» Exercise details:
What lines below include the string "dead"? Pick them out and copy them.
─── Dataset content ───
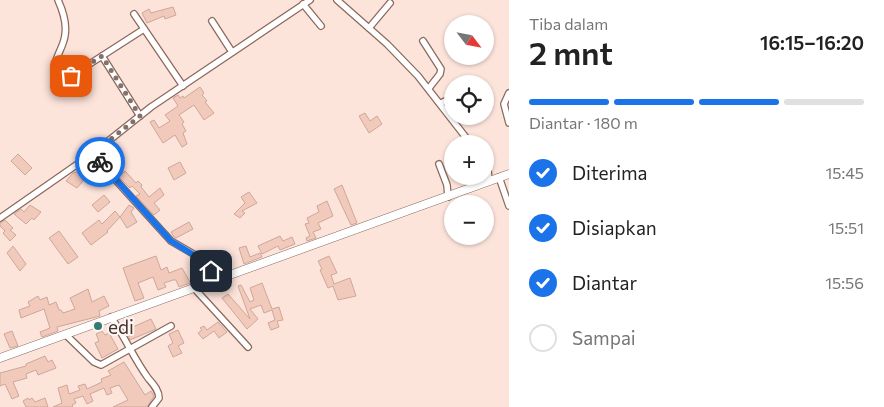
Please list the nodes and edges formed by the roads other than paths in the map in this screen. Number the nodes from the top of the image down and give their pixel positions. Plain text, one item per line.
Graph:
1 (58, 0) edge
2 (310, 0) edge
3 (337, 0) edge
4 (390, 3) dead end
5 (303, 4) junction
6 (134, 14) dead end
7 (212, 21) dead end
8 (321, 26) dead end
9 (369, 28) junction
10 (144, 29) junction
11 (422, 41) dead end
12 (232, 52) junction
13 (102, 56) junction
14 (183, 86) junction
15 (429, 88) junction
16 (509, 92) edge
17 (444, 102) edge
18 (441, 103) junction
19 (140, 116) junction
20 (509, 123) edge
21 (464, 135) edge
22 (92, 154) junction
23 (438, 164) dead end
24 (509, 174) edge
25 (499, 177) junction
26 (494, 179) edge
27 (479, 185) edge
28 (448, 195) edge
29 (453, 195) edge
30 (444, 198) edge
31 (509, 206) edge
32 (0, 218) edge
33 (212, 275) junction
34 (193, 287) junction
35 (111, 317) junction
36 (171, 326) dead end
37 (66, 335) junction
38 (248, 347) dead end
39 (130, 348) junction
40 (0, 358) edge
41 (152, 407) edge

1 - 13 street
2 - 5 street
3 - 9 street
4 - 9 street
5 - 8 street
5 - 12 street
6 - 10 street
7 - 12 street
9 - 15 street
10 - 13 street
10 - 14 street
11 - 15 street
12 - 14 street
13 - 19 street
14 - 19 street
15 - 18 street
16 - 20 street
17 - 18 street
18 - 21 street
19 - 22 street
22 - 32 street
22 - 33 street
23 - 28 street
24 - 25 main road
25 - 26 main road
25 - 31 street
27 - 29 main road
30 - 33 main road
33 - 34 main road
34 - 35 main road
34 - 38 street
35 - 37 main road
35 - 39 street
36 - 39 street
37 - 39 street
37 - 40 main road
39 - 41 street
───
» Exercise result:
4 (390, 3) dead end
6 (134, 14) dead end
7 (212, 21) dead end
8 (321, 26) dead end
11 (422, 41) dead end
23 (438, 164) dead end
36 (171, 326) dead end
38 (248, 347) dead end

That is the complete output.